A Shirat Hayam, la famille Picard vit "l’enterrement" de son "rêve"

LE MONDE | 15.08.05 | 15h02 • Mis à jour le 19.08.05 | 13h19

Michaël Picard avait abordé pour la première fois la question de l’évacuation de sa maison lors du dernier shabbat. "Il n’y aura chez moi ni violence physique ni verbale", avait-il décrété. Les enfants les plus radicaux de cette famille d’origine française installée de longue date dans le Goush Katif avaient marqué leur désaccord. Les plus jeunes avaient tenté de négocier quelques insultes "en français".
Quand les cohortes de soldats et de policiers ont investi en fin de matinée leur colonie de Shirat Hayam, l’un des bastions des colons radicaux, la famille Picard s’est retranchée dans le grand mobile home lui tenant lieu de maison. Un officier a frappé une première fois à la porte.
"Je ne vous laisserai pas entrer chez moi", a lancé le père, avant d’expliquer sur un ton calme l’importance de vivre "sur la terre d’Israël". Sa femme Hanna a hurlé : "Sortez de chez moi, on reste ici pour toujours !" La porte s’est refermée, les officiers se sont éloignés. Le père a commencé à transporter quelques sacs dans la voiture garée devant la maison, pendant que son épouse préparait en pleurant le déjeuner. Elle a demandé à sa fille de dresser la table dans le salon, chose inhabituelle en semaine chez les Picard. Le repas a commencé, on a frappé à nouveau à la porte. L’officier de police a invité la famille à sortir. Le père lui a demandé un peu de temps pour finir le repas et l’a invité à se joindre à eux. L’officier a accepté un délai, mais est revenu quelques instants après, escorté par une dizaine de policiers.
Michaël Picard, en larmes, leur a raconté l’histoire des siens et les raisons idéologiques de leur installation dans le Goush Katif. Tous les membres de la famille ont sangloté pendant son intervention. Il a terminé en demandant pour la dernière fois : "Dites-nous que l’on peut rester." Les pleurs ont redoublé. Certains policiers n’ont pas retenu leurs larmes. Le père a invité chacun de ses enfants à dire quelques mots. Tous ont refusé, sauf la petite Adar, âgée de 13 ans.
"Ne m’expulsez pas de ma maison", a-t-elle répété. Après avoir récité ensemble une prière et déchiré en signe de deuil le coin supérieur de leur vêtement, les Picard se sont dirigés vers la porte, la mère serrant les plus jeunes de ses enfants contre elle. Effondrée, Hanna Picard a conspué les soldats et les policiers. "Plus vite Hanna, plus vite", a coupé le père. "C’est un enterrement, a-t-elle répondu. Celui de notre maison, celui de notre rêve. Dieu a donné, Dieu a repris. Dieu donne des forces à son peuple et amènera la paix sur le monde."
Sans faire de difficultés, ils sont montés dans un bus où ils ont rejoint leurs voisins. Le père est retourné sur ses pas pour refermer la porte de leur maison. Il a embrassé la mezouza, l’étui contenant des versets de la Bible que les juifs accrochent à l’entrée. Puis il est parti séparément avec sa voiture. Les Picard ont dormi dans un hôtel de Jérusalem. Ils ne savent pas encore où ils s’installeront à l’avenir.

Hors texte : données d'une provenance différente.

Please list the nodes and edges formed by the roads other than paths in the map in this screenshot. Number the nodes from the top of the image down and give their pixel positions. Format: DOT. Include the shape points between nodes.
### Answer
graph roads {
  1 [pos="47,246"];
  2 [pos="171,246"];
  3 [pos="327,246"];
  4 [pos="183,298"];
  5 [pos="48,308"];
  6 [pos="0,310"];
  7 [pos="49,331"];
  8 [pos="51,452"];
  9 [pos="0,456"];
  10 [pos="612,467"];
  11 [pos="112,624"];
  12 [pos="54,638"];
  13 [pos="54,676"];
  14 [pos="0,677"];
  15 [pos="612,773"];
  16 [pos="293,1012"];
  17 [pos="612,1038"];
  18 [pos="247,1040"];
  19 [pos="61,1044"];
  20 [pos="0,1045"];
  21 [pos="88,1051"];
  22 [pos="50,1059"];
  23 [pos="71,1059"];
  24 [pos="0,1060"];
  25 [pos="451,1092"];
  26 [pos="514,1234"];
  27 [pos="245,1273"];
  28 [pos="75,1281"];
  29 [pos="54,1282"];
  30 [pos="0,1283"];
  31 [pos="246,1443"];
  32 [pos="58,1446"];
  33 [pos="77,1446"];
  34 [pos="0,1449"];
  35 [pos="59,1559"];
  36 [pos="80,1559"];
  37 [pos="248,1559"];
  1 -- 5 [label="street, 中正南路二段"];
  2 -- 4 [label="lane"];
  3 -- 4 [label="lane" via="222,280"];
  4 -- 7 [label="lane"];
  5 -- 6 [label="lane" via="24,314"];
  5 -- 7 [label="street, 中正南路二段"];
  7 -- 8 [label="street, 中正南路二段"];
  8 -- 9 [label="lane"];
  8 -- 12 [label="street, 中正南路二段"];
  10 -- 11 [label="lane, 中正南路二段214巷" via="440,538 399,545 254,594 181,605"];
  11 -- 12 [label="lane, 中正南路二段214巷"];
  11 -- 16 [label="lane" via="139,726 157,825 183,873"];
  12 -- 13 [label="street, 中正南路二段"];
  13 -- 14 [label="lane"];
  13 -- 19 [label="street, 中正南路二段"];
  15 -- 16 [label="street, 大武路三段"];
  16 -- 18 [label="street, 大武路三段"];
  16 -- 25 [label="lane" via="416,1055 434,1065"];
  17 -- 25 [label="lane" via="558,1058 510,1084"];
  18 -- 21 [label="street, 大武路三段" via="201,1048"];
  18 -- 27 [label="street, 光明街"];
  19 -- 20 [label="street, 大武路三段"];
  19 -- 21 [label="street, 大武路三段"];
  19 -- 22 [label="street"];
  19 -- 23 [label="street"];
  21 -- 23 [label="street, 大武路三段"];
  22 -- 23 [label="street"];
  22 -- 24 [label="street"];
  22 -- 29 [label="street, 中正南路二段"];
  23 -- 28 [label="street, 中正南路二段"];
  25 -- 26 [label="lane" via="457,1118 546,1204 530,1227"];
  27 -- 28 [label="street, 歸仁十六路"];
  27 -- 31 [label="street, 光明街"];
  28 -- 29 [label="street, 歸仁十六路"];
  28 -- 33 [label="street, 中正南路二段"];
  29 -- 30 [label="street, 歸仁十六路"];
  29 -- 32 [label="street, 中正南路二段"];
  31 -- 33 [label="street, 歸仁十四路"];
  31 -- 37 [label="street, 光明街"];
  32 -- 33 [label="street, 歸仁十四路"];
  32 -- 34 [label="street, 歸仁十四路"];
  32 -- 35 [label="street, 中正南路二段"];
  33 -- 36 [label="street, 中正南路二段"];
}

Michaël Zeev, notre envoyé spécial à Shirat Hayam

Les fondateurs de Shirat Hayam en appellent à la "conscience" des soldats

Les colons de Shirat Hayam ont attendu les soldats, mercredi 17 août, convaincus que ce bastion d’irréductibles serait évacué en priorité. Mais ni l’armée ni la police ne se sont présentées devant les grilles du camp, déserté depuis la veille par les sentinelles. A la place des soldats, les colons ont eu droit à la visite impromptue de trois fonctionnaires israéliens du ministère des affaires étrangères, qui ont tourné les talons avant d’être proprement chassés. Un meilleur accueil a été réservé au chef du Shass, parti des ultra-orthodoxes séfarades. Eli Yishaï, venu apporter son "soutien dans un moment difficile", a dû penser que cette visite ne serait pas vue d’un mauvais oeil par son électorat.
Toute la journée, la colonie a été agitée par les rumeurs sur l’arrivée des soldats. Puis, après l’annonce de l’attentat antipalestinien de Shilo, en Cisjordanie, par celles sur la suspension, voire l’annulation du plan de retrait. Les habitants les plus anciens ont trompé l’attente en suivant à la radio, à la télévision ou via Internet l’avancée des évacuations à Neve Dekalim, très proche de Shirat Hayam. La nouvelle du départ volontaire d’un symbole, David Hatuel, dont la femme et les quatre filles ont été tuées par des Palestiniens sur la route de Kissoufim, en 2004, a alimenté l’abattement et la consternation.

POSITION DE FORTUNE

Quatre populations cohabitent au bord de la mer. Il y a d’abord les fondateurs : une vingtaine de familles qui ont décidé qu’il faudrait, le moment venu, éviter les violences physiques et verbales. Il y a ensuite le petit camp retranché, entouré de barbelés, où sont installés des responsables d’extrême droite qui ont fait venir, dans le Goush Katif, des dizaines de militants, et qui ont également assuré qu’ils ne provoqueraient pas les soldats. Les 70 familles d’"invités", qui vivent dans un village de tentes, ont décidé de suivre les consignes des fondateurs de la colonie. L’incertitude demeure à propos des jeunes, présents sans leurs familles et qui ont tenté, mercredi, de se rendre à Neve Dekalim pour en découdre avec les soldats. Déjà à l’initiative du creusement d’une tranchée censée ralentir l’armée, un petit groupe d’activistes qui s’oppose aux décisions de la direction de Shirat Hayam a établi une position de fortune sur le toit d’un baraquement abandonné par l’armée égyptienne après la défaite de 1967. Ils ont découpé des parties de la clôture de la colonie. Seuls les adultes sont autorisés à y camper.
Mercredi soir, la majorité des habitants de la colonie ont préparé un sac contenant le strict nécessaire. Les familles des fondateurs se sont occupées en rédigeant des pancartes à l’attention des soldats, qu’ils ont accrochées à l’entrée de leurs maisons pour en appeler "à leur âme et à leur conscience". Mais des dizaines de colons ont préféré profiter de la plage plutôt que d’assister aux activités organisées par les responsables de la colonie. Jeudi matin, les soldats étaient attendus sur le coup de midi.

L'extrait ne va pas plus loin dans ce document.